Faruq Z. Bey Passes On
One of the leading figures in Detroit’s avant-garde/improvised music scene, saxophonist Faruq Z. Bey, passed on June 1 at 70 years of age. His contributions were many, as an instrumentalist, composer, and poet. By all accounts his talents were impressive, and he became a charismatic leader of the subculture of more experimental musicians in Detroit from the seventies onward.

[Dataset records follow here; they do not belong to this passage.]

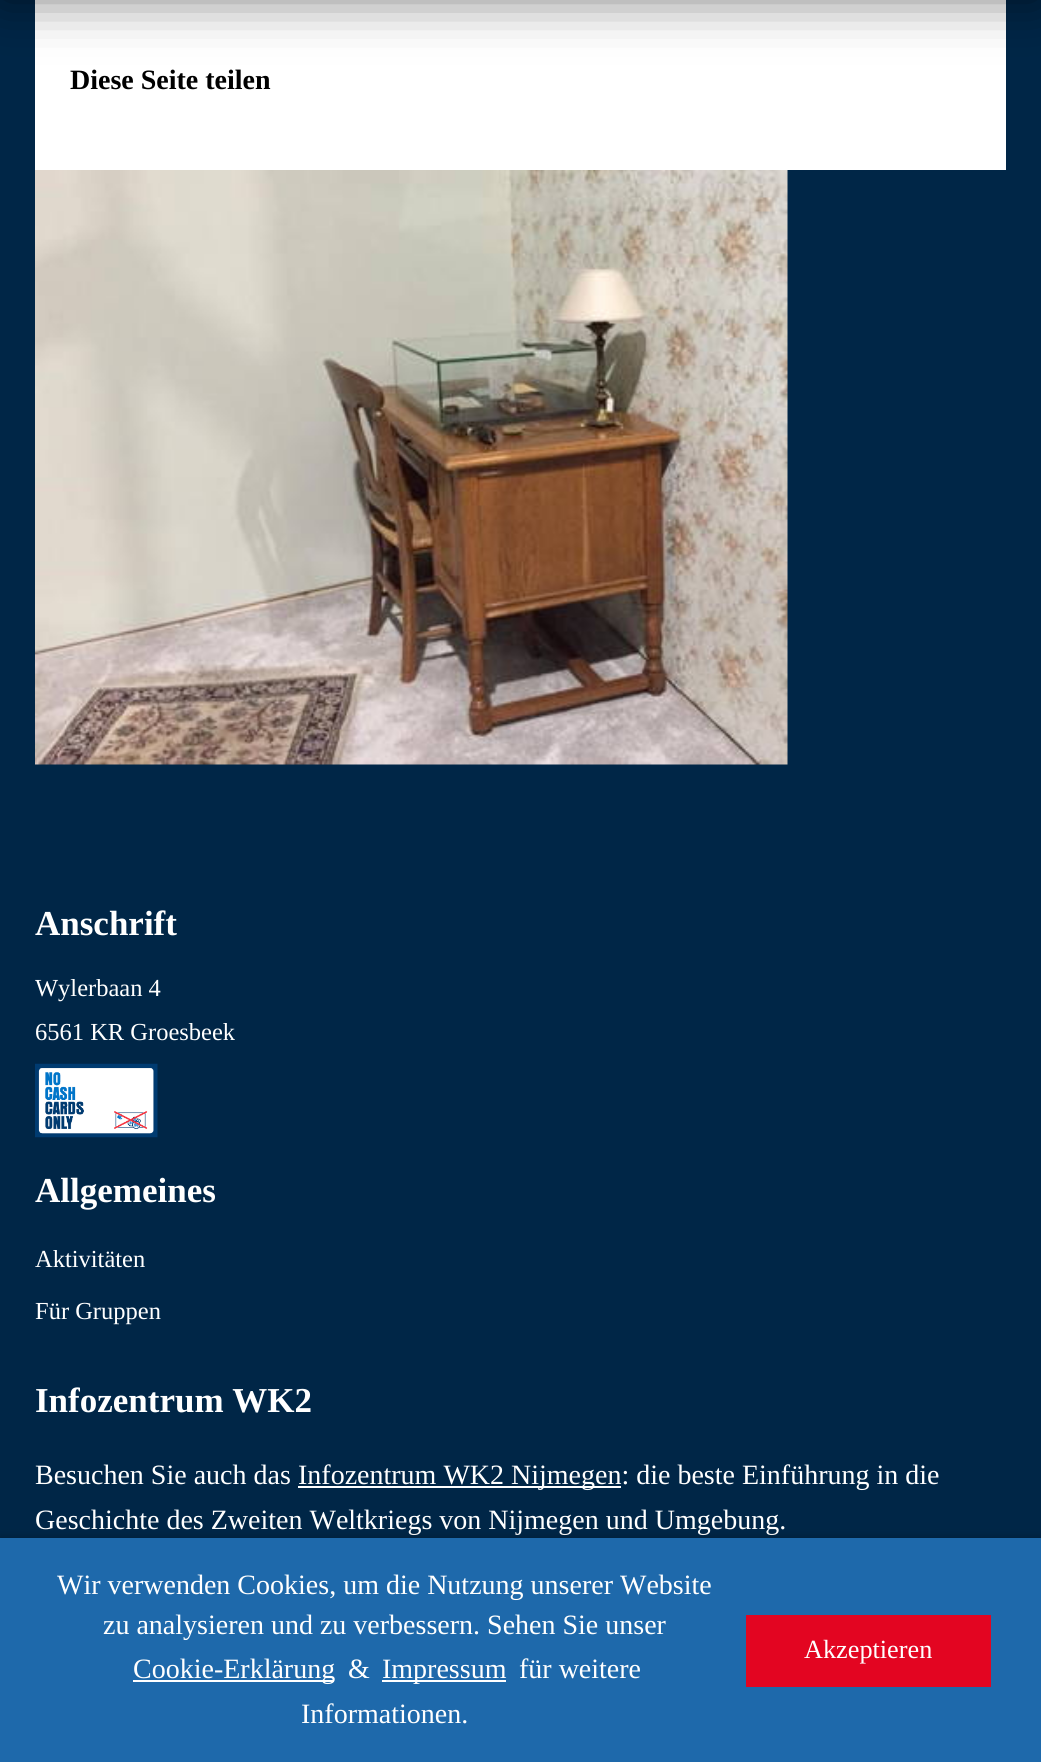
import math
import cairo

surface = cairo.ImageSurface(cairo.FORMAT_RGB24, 1041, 1762)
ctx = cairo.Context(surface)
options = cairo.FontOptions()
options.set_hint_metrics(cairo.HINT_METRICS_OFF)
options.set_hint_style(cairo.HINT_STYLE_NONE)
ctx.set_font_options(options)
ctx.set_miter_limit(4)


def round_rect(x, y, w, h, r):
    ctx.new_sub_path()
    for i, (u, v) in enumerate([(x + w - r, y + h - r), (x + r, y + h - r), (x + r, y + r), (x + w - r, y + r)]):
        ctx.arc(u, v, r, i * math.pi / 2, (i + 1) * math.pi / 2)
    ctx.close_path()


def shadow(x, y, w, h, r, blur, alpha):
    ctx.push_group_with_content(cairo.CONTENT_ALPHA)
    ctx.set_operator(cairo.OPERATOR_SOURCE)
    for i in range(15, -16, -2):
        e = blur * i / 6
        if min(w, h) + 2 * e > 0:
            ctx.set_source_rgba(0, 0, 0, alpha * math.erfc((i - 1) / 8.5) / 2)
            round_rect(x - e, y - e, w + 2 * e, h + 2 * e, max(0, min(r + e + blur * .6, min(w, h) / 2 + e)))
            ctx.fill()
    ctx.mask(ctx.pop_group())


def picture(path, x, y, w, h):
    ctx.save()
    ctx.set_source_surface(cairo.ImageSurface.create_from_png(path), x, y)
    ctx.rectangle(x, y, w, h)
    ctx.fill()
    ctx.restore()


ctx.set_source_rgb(0, 0.149, 0.278)
ctx.paint()
ctx.set_source_rgb(1, 1, 1)
ctx.rectangle(35, 0, 971, 170)
ctx.fill()
ctx.set_source_rgb(0, 0, 0)
shadow(0, -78, 1041, 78, 0, 26, 0.5)
ctx.select_font_face("Liberation Serif", cairo.FONT_SLANT_NORMAL, cairo.FONT_WEIGHT_BOLD)
ctx.set_font_size(28)
ctx.set_source_rgb(0, 0, 0)
ctx.move_to(70, 89)
ctx.show_text("Diese Seite teilen")
picture("img1.png", 35, 170, 753, 595)
ctx.set_font_size(35)
ctx.set_source_rgb(1, 1, 1)
ctx.move_to(35, 935)
ctx.show_text("Anschrift")
ctx.select_font_face("Liberation Serif")
ctx.set_font_size(24.5)
ctx.move_to(35, 996)
ctx.show_text("Wylerbaan 4")
ctx.move_to(35, 1040)
ctx.show_text("6561 KR Groesbeek")
picture("img2.png", 35, 1063, 123, 75)
ctx.select_font_face("Liberation Serif", cairo.FONT_SLANT_NORMAL, cairo.FONT_WEIGHT_BOLD)
ctx.set_font_size(35)
ctx.move_to(35, 1202)
ctx.show_text("Allgemeines")
ctx.select_font_face("Liberation Serif")
ctx.set_font_size(24.5)
ctx.move_to(35, 1267)
ctx.show_text("Aktivitäten")
ctx.move_to(35, 1319)
ctx.show_text("Für Gruppen")
ctx.select_font_face("Liberation Serif", cairo.FONT_SLANT_NORMAL, cairo.FONT_WEIGHT_BOLD)
ctx.set_font_size(35)
ctx.move_to(35, 1412)
ctx.show_text("Infozentrum WK2")
ctx.select_font_face("Liberation Serif")
ctx.set_font_size(28)
ctx.move_to(35, 1484)
ctx.show_text("Besuchen Sie auch das")
ctx.rectangle(298, 1486, 323, 2)
ctx.fill()
ctx.move_to(298, 1484)
ctx.show_text("Infozentrum WK2 Nijmegen: die beste Einführung in die")
ctx.move_to(35, 1529)
ctx.show_text("Geschichte des Zweiten Weltkriegs von Nijmegen und Umgebung.")
ctx.set_source_rgb(0, 0, 0)
shadow(0, 1538, 1041, 224, 0, 4.5, 0.25)
ctx.set_source_rgb(0.118, 0.412, 0.671)
ctx.rectangle(0, 1538, 1041, 224)
ctx.fill()
ctx.set_source_rgb(1, 1, 1)
ctx.move_to(57, 1594)
ctx.show_text("Wir verwenden Cookies, um die Nutzung unserer Website")
ctx.move_to(103, 1634)
ctx.show_text("zu analysieren und zu verbessern. Sehen Sie unser")
ctx.rectangle(133, 1680, 201, 2)
ctx.fill()
ctx.move_to(133, 1678)
ctx.show_text("Cookie-Erklärung")
ctx.move_to(348, 1678)
ctx.show_text("&")
ctx.rectangle(382, 1680, 124, 2)
ctx.fill()
ctx.move_to(382, 1678)
ctx.show_text("Impressum")
ctx.move_to(519, 1678)
ctx.show_text("für weitere")
ctx.move_to(301, 1723)
ctx.show_text("Informationen.")
ctx.set_source_rgb(0.89, 0.02, 0.129)
ctx.rectangle(746, 1615, 245, 72)
ctx.fill()
ctx.set_font_size(26.25)
ctx.set_source_rgb(1, 1, 1)
ctx.move_to(804, 1658)
ctx.show_text("Akzeptieren")
surface.write_to_png("page.png")
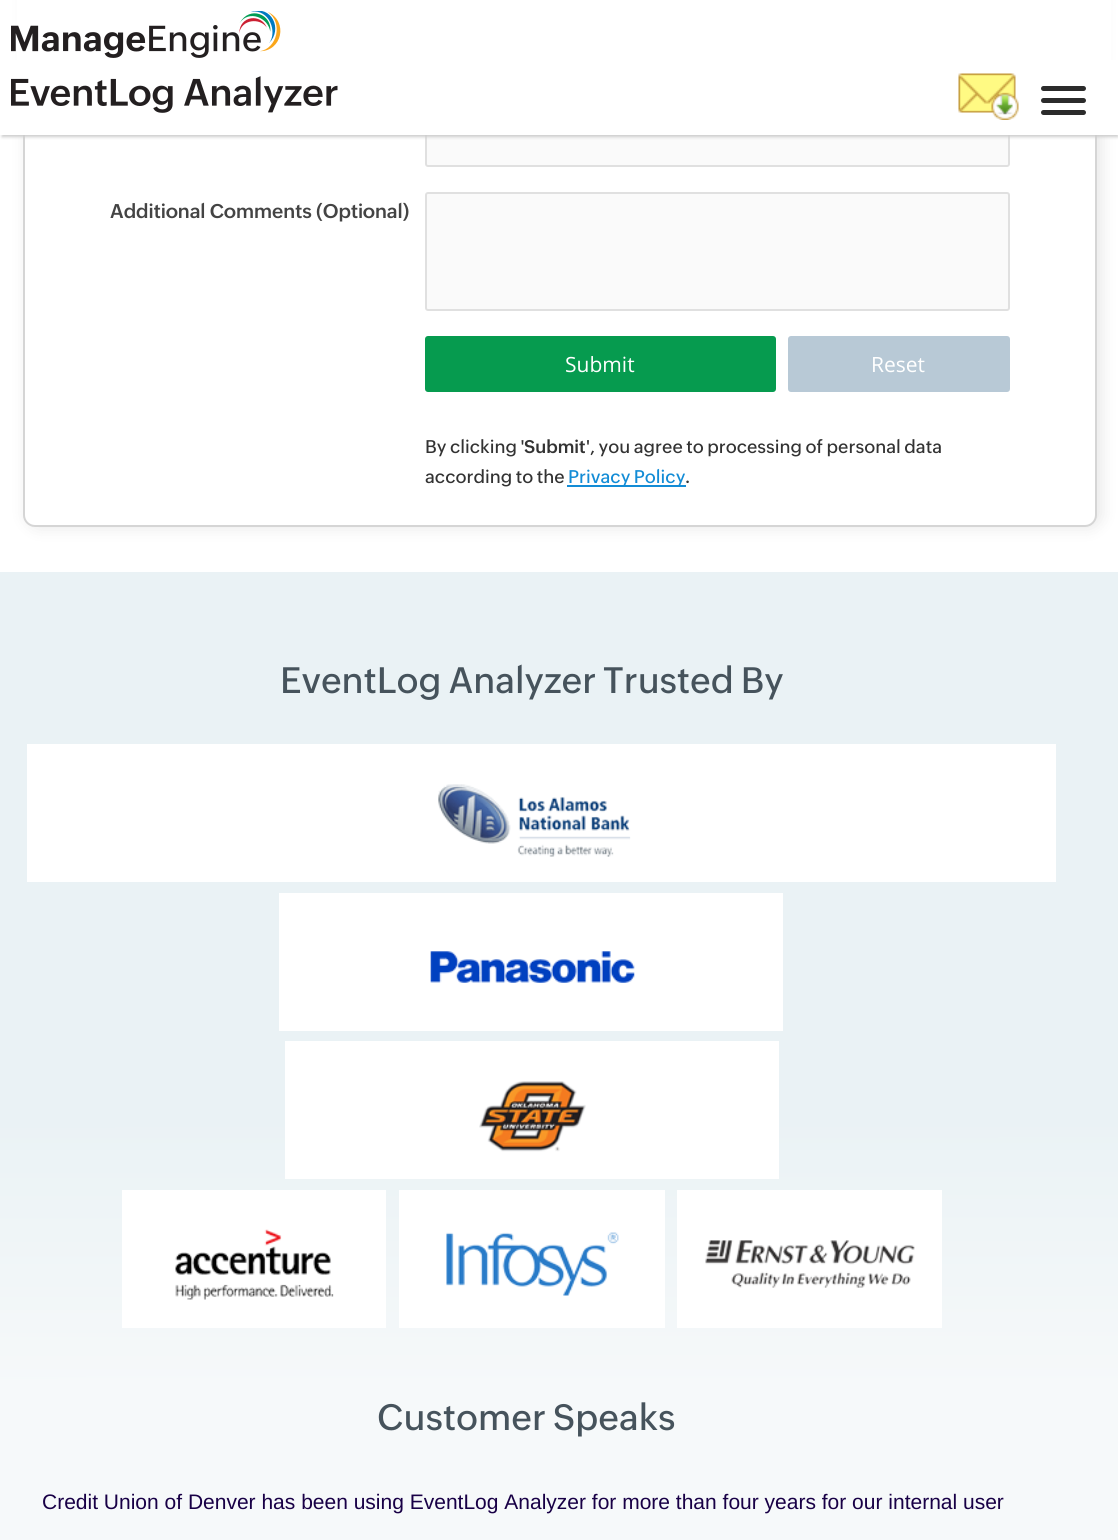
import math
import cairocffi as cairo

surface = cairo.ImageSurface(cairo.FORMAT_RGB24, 1118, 1540)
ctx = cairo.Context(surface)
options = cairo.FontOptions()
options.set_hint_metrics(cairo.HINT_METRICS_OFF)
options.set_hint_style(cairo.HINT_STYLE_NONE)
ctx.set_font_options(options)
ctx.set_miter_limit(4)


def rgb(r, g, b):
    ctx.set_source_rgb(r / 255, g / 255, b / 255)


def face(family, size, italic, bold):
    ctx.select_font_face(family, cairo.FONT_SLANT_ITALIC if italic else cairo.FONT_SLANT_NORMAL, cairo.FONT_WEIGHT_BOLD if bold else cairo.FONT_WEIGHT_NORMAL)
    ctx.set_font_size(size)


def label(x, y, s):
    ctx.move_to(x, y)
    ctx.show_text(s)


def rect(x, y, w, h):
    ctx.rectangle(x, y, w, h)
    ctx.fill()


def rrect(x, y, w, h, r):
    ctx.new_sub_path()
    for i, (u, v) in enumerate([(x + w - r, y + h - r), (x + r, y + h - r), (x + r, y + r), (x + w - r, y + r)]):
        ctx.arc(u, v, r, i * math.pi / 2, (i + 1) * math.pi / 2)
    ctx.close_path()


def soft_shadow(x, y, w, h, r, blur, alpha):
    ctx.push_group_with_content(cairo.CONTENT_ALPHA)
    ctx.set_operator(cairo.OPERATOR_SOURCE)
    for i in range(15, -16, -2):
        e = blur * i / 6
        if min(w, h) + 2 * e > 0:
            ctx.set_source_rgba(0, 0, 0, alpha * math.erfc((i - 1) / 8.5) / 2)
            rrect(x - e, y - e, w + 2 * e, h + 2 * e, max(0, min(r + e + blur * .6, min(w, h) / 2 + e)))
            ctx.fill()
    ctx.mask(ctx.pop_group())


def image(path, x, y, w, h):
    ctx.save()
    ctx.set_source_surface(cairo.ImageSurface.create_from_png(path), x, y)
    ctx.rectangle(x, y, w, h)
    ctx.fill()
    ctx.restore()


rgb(255, 255, 255)
ctx.paint()
rgb(0, 0, 0)
soft_shadow(27, -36, 1074, 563, 12, 8, 0.1)
rgb(255, 255, 255)
rrect(24, -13, 1072, 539, 11)
ctx.fill_preserve()
rgb(213, 213, 213)
ctx.stroke()
rgb(255, 255, 255)
rect(17, 0, 1094, 60)
image('image0.png', 11, 11, 270, 47)
rgb(250, 250, 250)
rrect(426, 112, 583, 54, 2)
ctx.fill_preserve()
rgb(224, 224, 224)
ctx.stroke()
rgb(204, 204, 204)
soft_shadow(2, 65, 1116, 72, 0, 1.5, 1)
rgb(255, 255, 255)
rect(0, 60, 1118, 75)
image('image1.png', 11, 76, 327, 37)
image('image2.png', 958, 73, 61, 47)
rgb(43, 43, 43)
rrect(1041, 86, 45, 5, 2.5)
ctx.fill()
rrect(1041, 98, 45, 5, 2.5)
ctx.fill()
rrect(1041, 110, 45, 5, 2.5)
ctx.fill()
face('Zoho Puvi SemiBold', 19.5, 0, 0)
rgb(68, 68, 68)
label(110, 218, 'Additional Comments (Optional)')
rgb(250, 250, 250)
rrect(426, 193, 583, 117, 2)
ctx.fill_preserve()
rgb(224, 224, 224)
ctx.stroke()
rgb(6, 155, 79)
rrect(425, 336, 351, 56, 3)
ctx.fill()
face('Open Sans', 21, 0, 0)
rgb(255, 255, 255)
label(565, 372, 'Submit')
rgb(184, 201, 214)
rrect(788, 336, 222, 56, 3)
ctx.fill()
rgb(255, 255, 255)
label(871, 372, 'Reset')
face('Zoho Puvi Medium', 18, 0, 0)
rgb(51, 51, 51)
label(425, 453, 'By clicking \'')
face('Zoho Puvi SemiBold', 18, 0, 0)
label(524, 453, 'Submit')
face('Zoho Puvi Medium', 18, 0, 0)
label(586, 453, '\', you agree to processing of personal data')
label(425, 483, 'according to the')
rgb(19, 140, 214)
rect(567, 485, 119, 2)
label(568, 483, 'Privacy Policy')
rgb(51, 51, 51)
label(685, 483, '.')
gradient = cairo.LinearGradient(559, 571, 560, 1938)
gradient.add_color_stop_rgba(0.4, 0.918, 0.949, 0.961, 1)
gradient.add_color_stop_rgba(0.6, 0.965, 0.976, 0.98, 1)
ctx.set_source(gradient)
rect(0, 572, 1118, 968)
face('Zoho Puvi Medium', 36, 0, 0)
rgb(70, 83, 92)
label(280, 693, 'EventLog Analyzer Trusted By')
rgb(255, 255, 255)
rect(27, 744, 1029, 138)
image('image3.png', 438, 784, 193, 73)
rect(279, 893, 504, 138)
image('image4.png', 430, 951, 205, 32)
rect(285, 1041, 494, 138)
image('image5.png', 479, 1081, 107, 71)
rect(122, 1190, 264, 138)
image('image6.png', 175, 1229, 159, 71)
rect(399, 1190, 266, 138)
image('image7.png', 446, 1232, 173, 64)
rect(677, 1190, 265, 138)
image('image8.png', 705, 1240, 210, 48)
rgb(70, 83, 92)
label(377, 1430, 'Customer Speaks')
face('Liberation Sans', 21, 0, 0)
rgb(24, 0, 70)
label(42, 1509, 'Credit Union of Denver has been using EventLog Analyzer for more than four years for our internal user')
surface.write_to_png('render.png')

Born Jesse Davis in Detroit in 1942, he grew up in Conant Gardens, wrote his first poems at 13 and picked up the bass in school. After seeing a live performance by John Coltrane and Pharoah Sanders at the Drome in 1966, he was inspired to play the tenor saxophone. Very much influenced by the black consciousness movement of the period, he changed his name and performed with other Bey Brothers. In 1972 he was one of the founders of the Griot Galaxy and its main writer. The group went through numerous personnel changes and recorded for the first time in 1981 (Kins, Black and White Records) as a quintet with three saxophones. Those who were fortunate enough to catch the group live, will always remember the combination of drive, drama, and free expression the group exuded.
Bey’s personal fortunes took a nosedive after a very serious motorcycle accident which left his left side paralysed. He was eventually able to come back to performing with the Northwood Improvisers in 2000. Together they recorded several CDs (on Entropy records) and performed at festivals, including the Detroit Jazz Festival and Edgefest.